◆ STORED DATA:
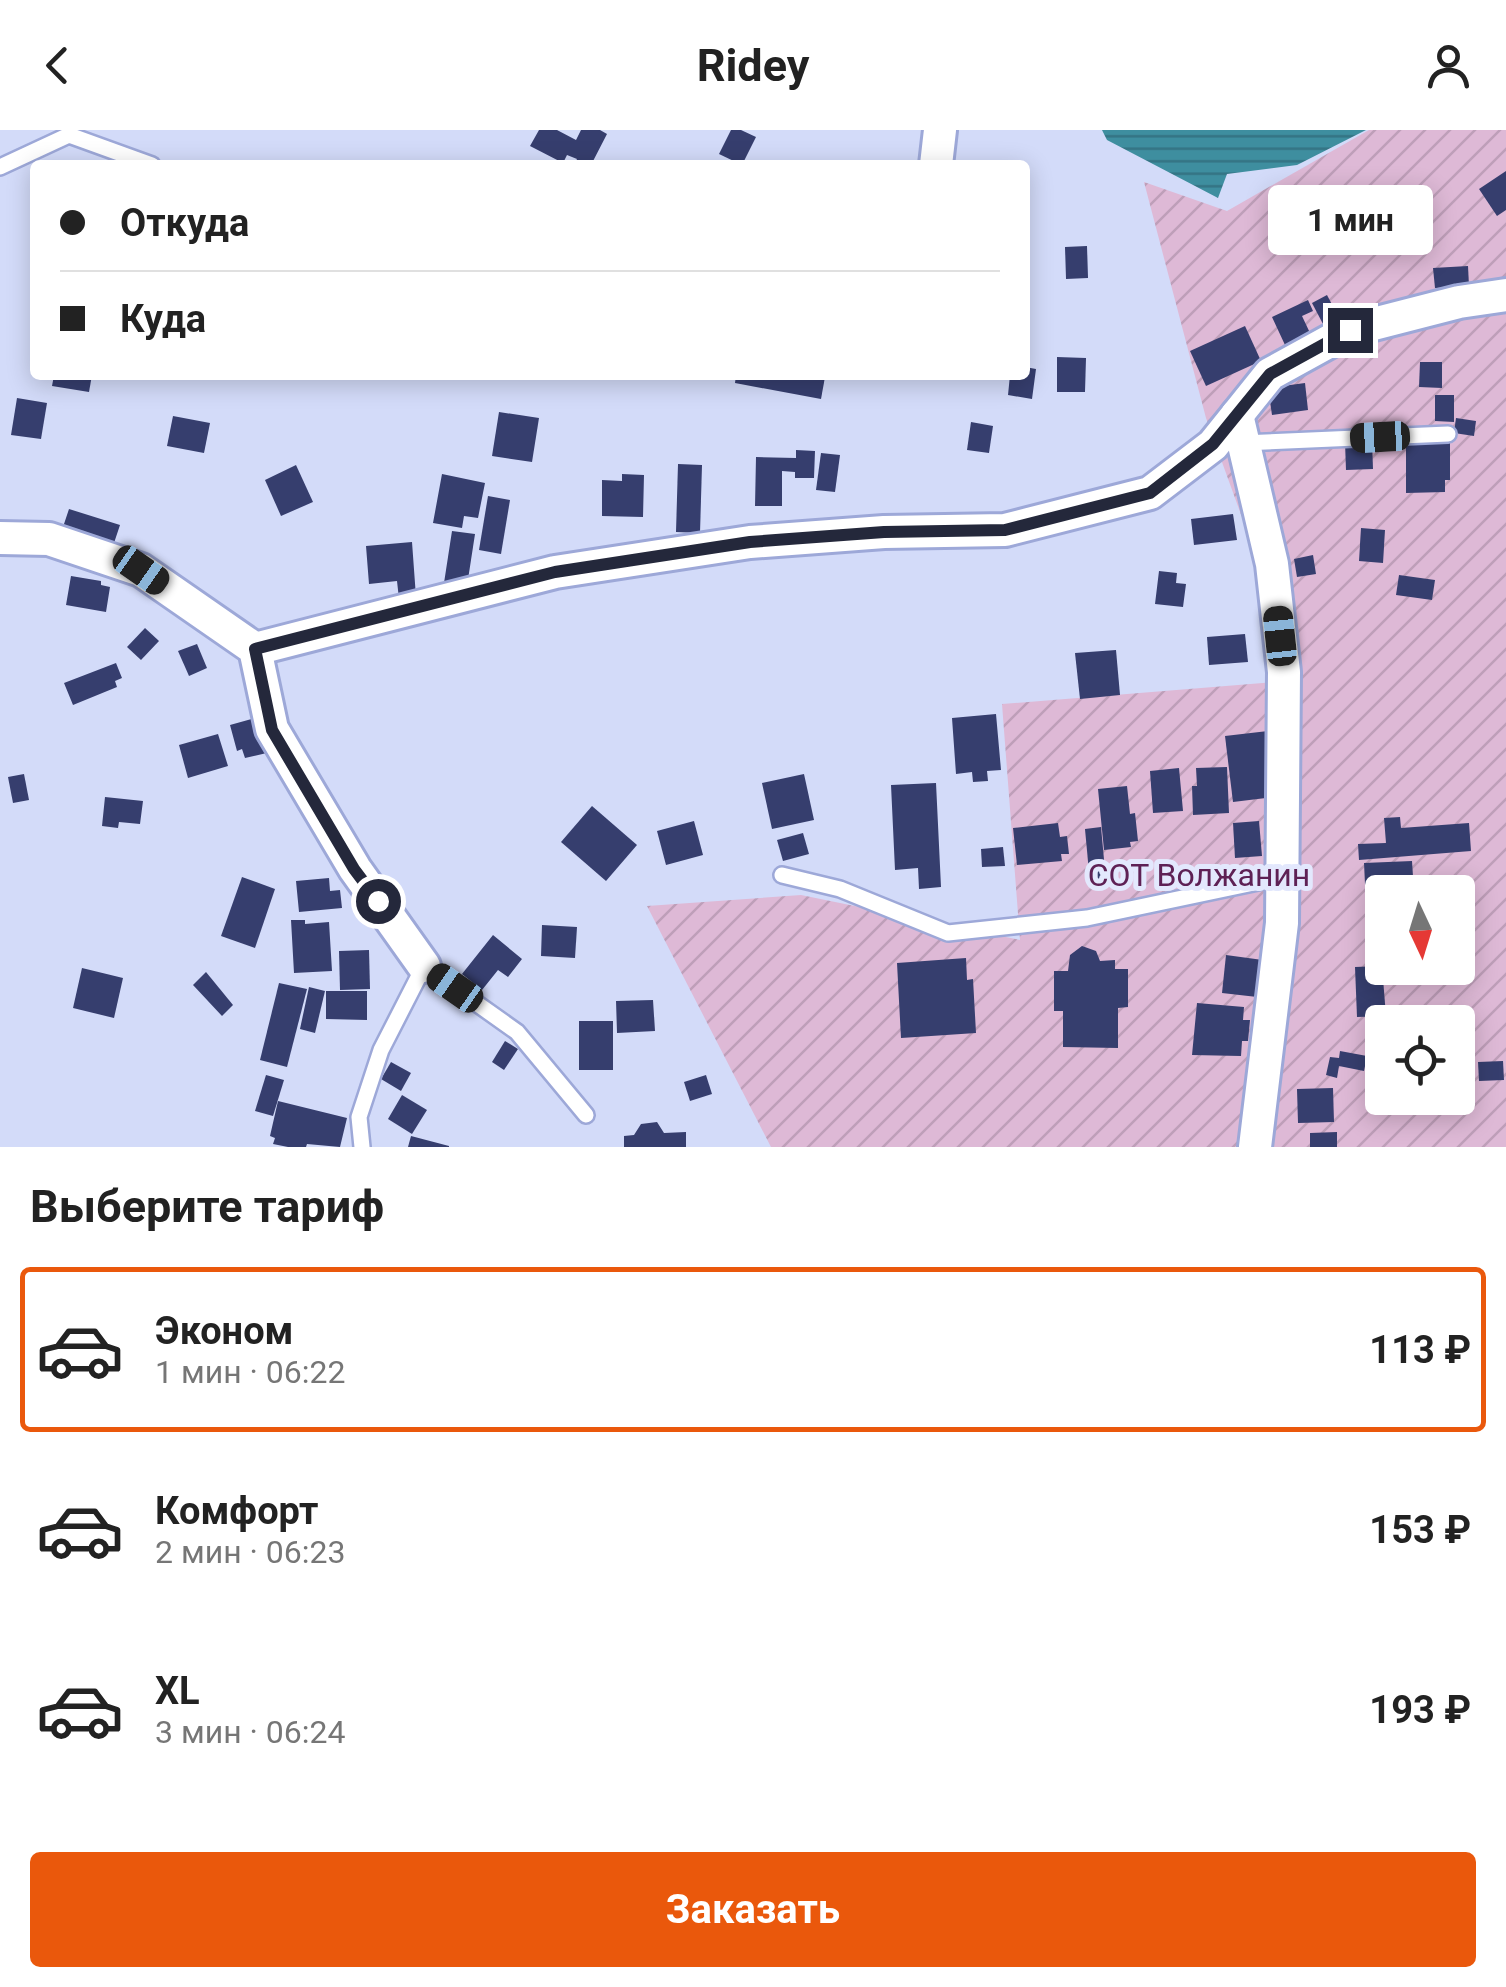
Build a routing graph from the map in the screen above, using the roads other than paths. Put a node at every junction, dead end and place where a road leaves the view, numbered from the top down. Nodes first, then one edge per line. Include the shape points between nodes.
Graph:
==
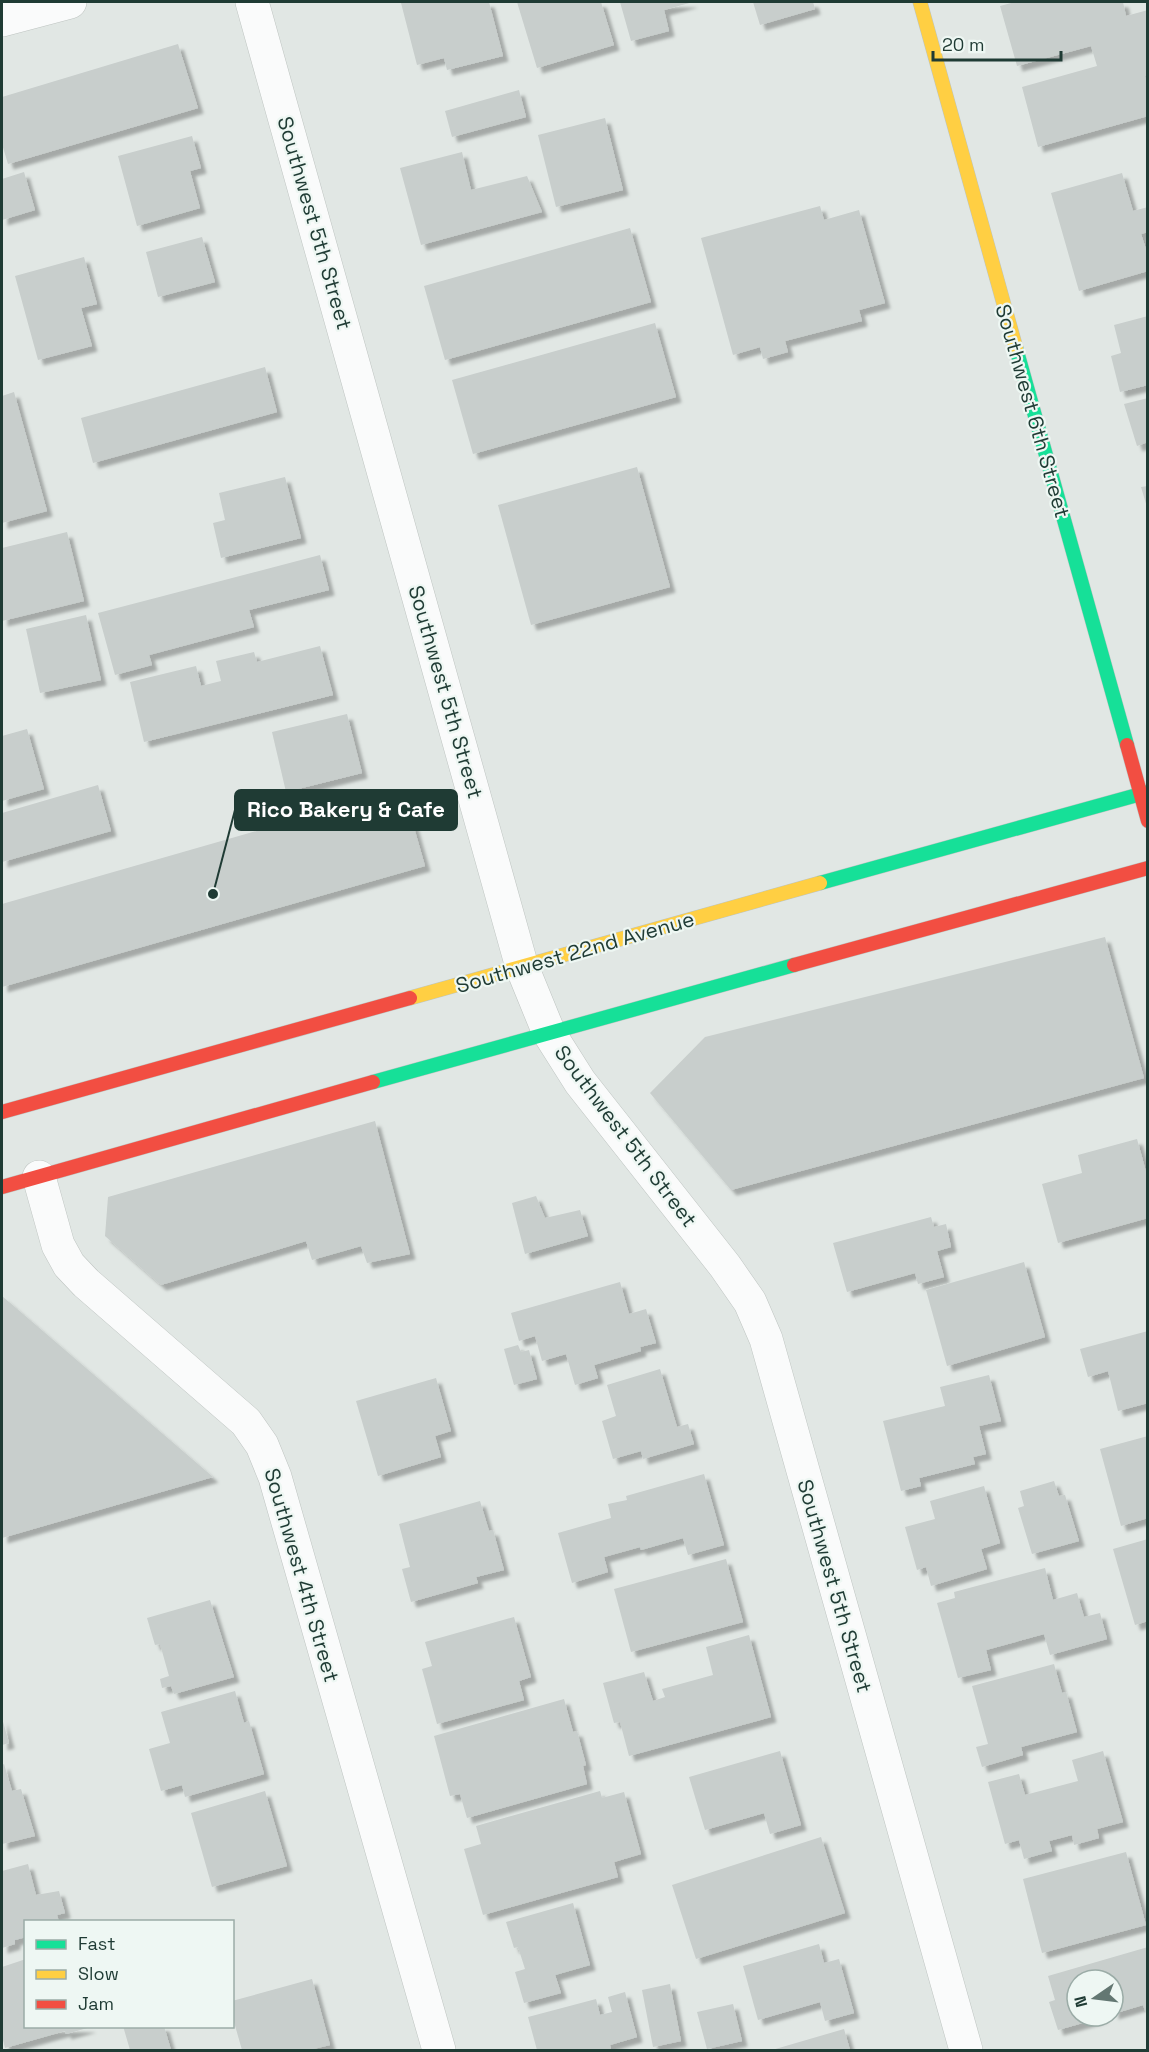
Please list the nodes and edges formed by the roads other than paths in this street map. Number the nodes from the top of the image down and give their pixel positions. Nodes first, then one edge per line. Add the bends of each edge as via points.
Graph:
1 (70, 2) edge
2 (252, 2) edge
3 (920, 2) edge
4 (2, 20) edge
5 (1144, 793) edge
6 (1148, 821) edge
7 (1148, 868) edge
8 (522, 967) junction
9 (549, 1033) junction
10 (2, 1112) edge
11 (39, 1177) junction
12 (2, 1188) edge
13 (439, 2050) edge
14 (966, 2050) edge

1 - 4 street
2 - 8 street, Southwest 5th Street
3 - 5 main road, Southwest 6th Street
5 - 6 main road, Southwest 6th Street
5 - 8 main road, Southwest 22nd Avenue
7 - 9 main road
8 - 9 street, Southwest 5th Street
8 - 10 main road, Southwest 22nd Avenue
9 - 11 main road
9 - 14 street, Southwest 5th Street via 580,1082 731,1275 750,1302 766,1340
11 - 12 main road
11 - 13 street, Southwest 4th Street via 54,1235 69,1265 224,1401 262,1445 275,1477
==
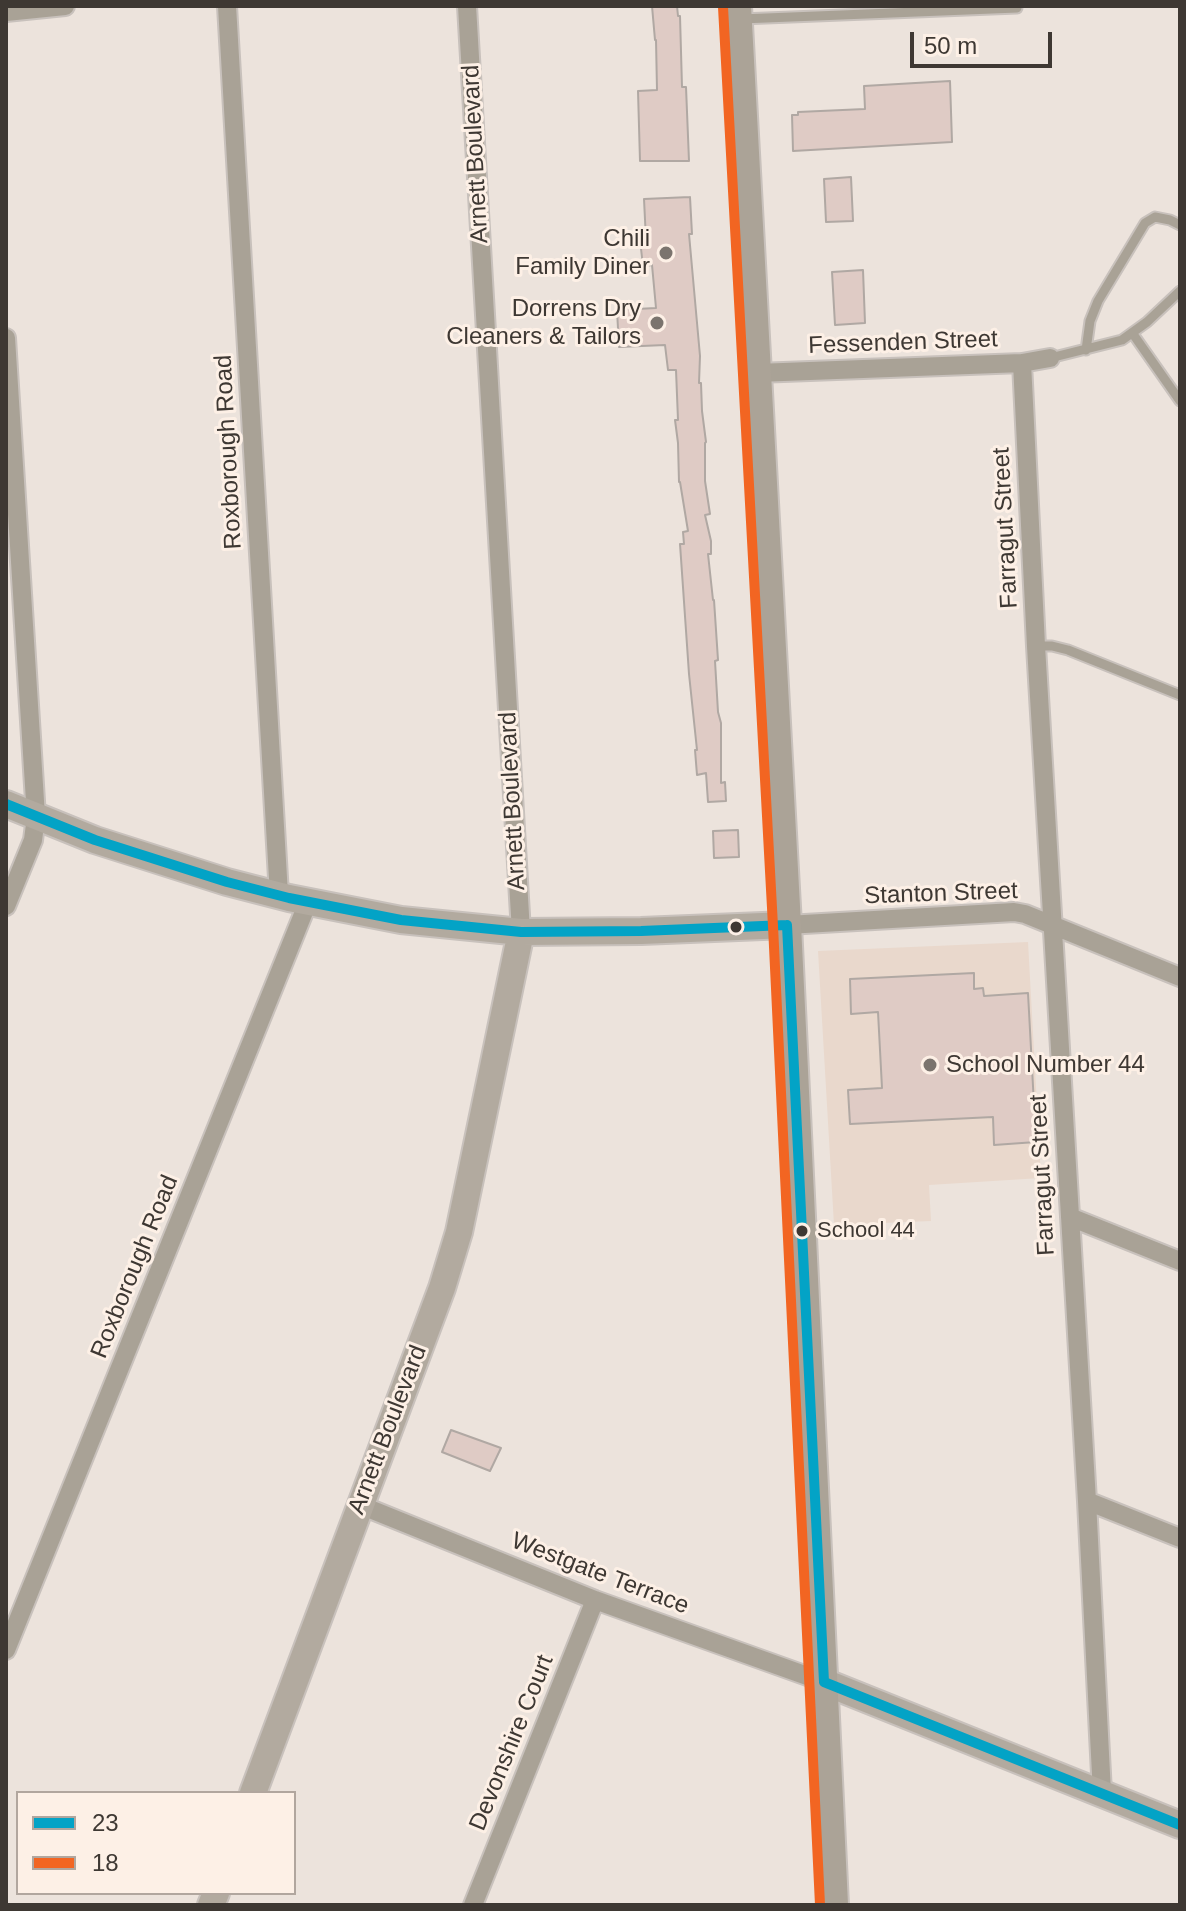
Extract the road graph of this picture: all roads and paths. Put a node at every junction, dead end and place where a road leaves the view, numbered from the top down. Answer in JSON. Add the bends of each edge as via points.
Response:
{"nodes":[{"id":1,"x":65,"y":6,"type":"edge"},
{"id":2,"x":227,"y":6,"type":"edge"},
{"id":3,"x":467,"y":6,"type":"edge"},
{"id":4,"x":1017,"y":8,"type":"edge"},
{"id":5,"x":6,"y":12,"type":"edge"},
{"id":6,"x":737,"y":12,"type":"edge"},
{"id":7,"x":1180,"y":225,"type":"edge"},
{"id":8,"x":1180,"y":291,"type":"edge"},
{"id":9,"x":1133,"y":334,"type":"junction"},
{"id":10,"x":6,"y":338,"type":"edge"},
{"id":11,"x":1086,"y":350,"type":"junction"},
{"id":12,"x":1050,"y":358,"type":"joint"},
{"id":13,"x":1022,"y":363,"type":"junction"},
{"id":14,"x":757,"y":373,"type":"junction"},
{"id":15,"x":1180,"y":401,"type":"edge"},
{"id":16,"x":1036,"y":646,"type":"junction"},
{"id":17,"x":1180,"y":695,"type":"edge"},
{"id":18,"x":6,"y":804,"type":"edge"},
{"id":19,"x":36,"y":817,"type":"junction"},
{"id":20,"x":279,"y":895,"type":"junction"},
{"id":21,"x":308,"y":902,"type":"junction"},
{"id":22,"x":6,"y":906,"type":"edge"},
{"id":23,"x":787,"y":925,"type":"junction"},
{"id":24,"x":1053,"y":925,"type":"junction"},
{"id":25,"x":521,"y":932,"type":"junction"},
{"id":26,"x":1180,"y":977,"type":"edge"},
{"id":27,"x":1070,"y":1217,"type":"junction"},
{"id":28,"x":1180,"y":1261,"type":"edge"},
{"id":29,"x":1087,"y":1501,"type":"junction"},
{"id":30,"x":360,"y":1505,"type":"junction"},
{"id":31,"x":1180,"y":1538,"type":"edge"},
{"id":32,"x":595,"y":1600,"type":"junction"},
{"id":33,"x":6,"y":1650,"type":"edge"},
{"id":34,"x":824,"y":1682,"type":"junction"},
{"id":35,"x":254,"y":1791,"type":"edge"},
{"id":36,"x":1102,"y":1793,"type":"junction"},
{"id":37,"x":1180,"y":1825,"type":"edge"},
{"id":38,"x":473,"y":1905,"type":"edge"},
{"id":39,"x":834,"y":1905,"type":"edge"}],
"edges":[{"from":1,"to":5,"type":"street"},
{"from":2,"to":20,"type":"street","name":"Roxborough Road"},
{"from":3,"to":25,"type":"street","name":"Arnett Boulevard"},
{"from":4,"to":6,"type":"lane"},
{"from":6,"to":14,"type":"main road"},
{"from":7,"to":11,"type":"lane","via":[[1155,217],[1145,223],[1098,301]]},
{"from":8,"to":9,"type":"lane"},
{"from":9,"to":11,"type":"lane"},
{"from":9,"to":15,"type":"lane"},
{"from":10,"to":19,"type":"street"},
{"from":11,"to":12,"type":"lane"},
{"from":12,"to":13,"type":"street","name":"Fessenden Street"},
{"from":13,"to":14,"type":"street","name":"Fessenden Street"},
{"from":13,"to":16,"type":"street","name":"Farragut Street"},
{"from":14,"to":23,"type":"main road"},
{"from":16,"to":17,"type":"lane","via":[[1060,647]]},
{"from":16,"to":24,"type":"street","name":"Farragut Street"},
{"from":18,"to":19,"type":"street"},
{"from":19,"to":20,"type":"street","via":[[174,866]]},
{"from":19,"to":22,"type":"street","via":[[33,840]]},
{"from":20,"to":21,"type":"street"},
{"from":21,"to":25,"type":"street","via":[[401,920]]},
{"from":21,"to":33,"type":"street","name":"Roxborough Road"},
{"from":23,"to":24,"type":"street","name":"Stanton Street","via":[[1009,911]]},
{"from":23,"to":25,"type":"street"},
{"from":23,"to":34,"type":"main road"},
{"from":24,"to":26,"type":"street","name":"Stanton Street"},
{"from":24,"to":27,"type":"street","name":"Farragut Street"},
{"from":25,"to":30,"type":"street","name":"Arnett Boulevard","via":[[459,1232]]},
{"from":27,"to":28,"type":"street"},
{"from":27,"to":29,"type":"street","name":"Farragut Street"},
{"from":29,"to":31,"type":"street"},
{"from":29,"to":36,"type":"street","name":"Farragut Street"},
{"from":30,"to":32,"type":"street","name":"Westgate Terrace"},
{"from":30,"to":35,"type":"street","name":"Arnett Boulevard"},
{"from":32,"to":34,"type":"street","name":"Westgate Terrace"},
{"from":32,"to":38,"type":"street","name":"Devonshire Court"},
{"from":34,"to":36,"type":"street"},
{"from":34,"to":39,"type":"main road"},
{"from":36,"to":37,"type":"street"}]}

◆ WORK TASK: Count every line above that holds the string "bends" and give the total, nothing more.

◆ FINISHED TASK: 2